Philippe Lejeune writes:

"Mais qu'est-ce que la génétique? Non, ce n'est pas exactement l'étude des brouillons, ou "avant-textes": ils ne sont que les lieux ou les moyens, certes privilégiés, de la recherche, mais parmi d'autres possibles. Un "dossier génétique" peut inclure des lettres, des entretiens, des témoignages extérieurs, etc. Le but de la génétique est de comprendre pourquoi et comment quelqu'un a créé quelque chose.

[But what is genetic criticism? No, it's not exactly the study of first drafts or "pre-texts"; those are only the locations and the instruments—significant ones, to be sure—of research, among others. A "genetic record" can include letters, interviews, accounts by others, etc. The goal of genetic criticism is to understand why and how someone created something.]

This last sentence, in all its splendid generality, turns us away from the mechanisms, or the locations and the instruments, of genetic criticism, toward its role in interpretation. Genetic criticism in the service of interpretation: that is the ideal to which the approach illustrated in this volume aspires, applying this approach to the particular case of life writing known as autofiction.

And what is autofiction? The title page is followed by a complete quotation of La Fontaine's well-known fable, "La Chauve-souris et les deux belettes" ["The Bat and the Two Weasels"], in which the bat indexes hybrid form: "Je suis oiseau: voyez mes ailes" ["I'm a bird—see my wings"] or else "Je suis souris: vivent les rats!" ["I'm a mouse—long live rats!"]. Neither/nor, either/or: autofiction depends on the context. Or, as La Fontaine has the first weasel say, "Parler sans fiction" ["Speak without fiction"]. [End Page 285]

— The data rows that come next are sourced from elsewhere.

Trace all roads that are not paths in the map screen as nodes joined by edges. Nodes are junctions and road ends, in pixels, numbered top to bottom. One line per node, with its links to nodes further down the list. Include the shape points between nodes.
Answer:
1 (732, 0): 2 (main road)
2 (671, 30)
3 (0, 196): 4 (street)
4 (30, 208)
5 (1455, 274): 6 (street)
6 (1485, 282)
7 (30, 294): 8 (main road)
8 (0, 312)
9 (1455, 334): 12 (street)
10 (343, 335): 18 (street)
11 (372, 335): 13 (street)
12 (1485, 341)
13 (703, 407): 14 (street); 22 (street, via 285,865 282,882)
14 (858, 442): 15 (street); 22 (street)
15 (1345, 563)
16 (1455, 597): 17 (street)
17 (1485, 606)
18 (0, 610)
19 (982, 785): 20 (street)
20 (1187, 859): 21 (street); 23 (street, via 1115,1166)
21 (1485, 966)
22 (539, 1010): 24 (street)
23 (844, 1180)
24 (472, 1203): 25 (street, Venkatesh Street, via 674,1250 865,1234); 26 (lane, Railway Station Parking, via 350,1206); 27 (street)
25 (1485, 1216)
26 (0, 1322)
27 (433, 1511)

That is precisely what autobiographers today seem to be unable to do—and the corresponding bat-like stance on the other side of the genre would be that novelists of today seem to be unable to write without telling something about themselves. From the starting point of the creation of the word autofiction by Serge Doubrovsky in 1977 to its use for an ever greater number of books, both present and past (even long past: Vincent Colonna claims Lucian of Samosta as a creator of autofictions), critics and creators alike have been struggling to identify this Frankenstein's monster of which the simplest and broadest—hence probably useless—form is to say that it covers everything between the novel and autobiography, no matter what genre the publication itself may specify.

The essays of Genèse et autofiction are the result of a one-day conference co-organized by the "Genèse et autobiographie" team at the Institut des Textes et Manuscrits modernes (ITEM), the Paris section of the CNRS that studies manuscripts, and a comparable team at Fabula.org, the all-embracing website for literary critical studies. Its great value lies in the genetic approach, which promises to help reduce the ambiguity of the autofictional genre. If, as Lejeune generalizes, genetic criticism can make us understand "why and how someone created something," we might at the same time approach clarity on the question of the genre. On this score, the "Présentation" by Catherine Viollet and the contribution by Jean-Louis Jeannelle are particularly useful. Viollet writes that "l'autofiction est une, voire 'la' forme post-moderne, c'est-à-dire post-holocauste, de l'autobiographie: même si, comme l'affirment [Doubrovsky et Federman], 'tous les détails sont exacts,' le récit est toujours réinvention du vécu, création langagière" (8) ["autofiction is a (or the) post-modern form of autobiography, which is to say its post-Holocaust form. Even if 'the details are all factual,' as [Doubrovsky and Federman] assert, the narrative is always a reinvention of lived experience, a creation of language"]. We are always reading a text, not a life, Doubrovsky reminds us. Genetic...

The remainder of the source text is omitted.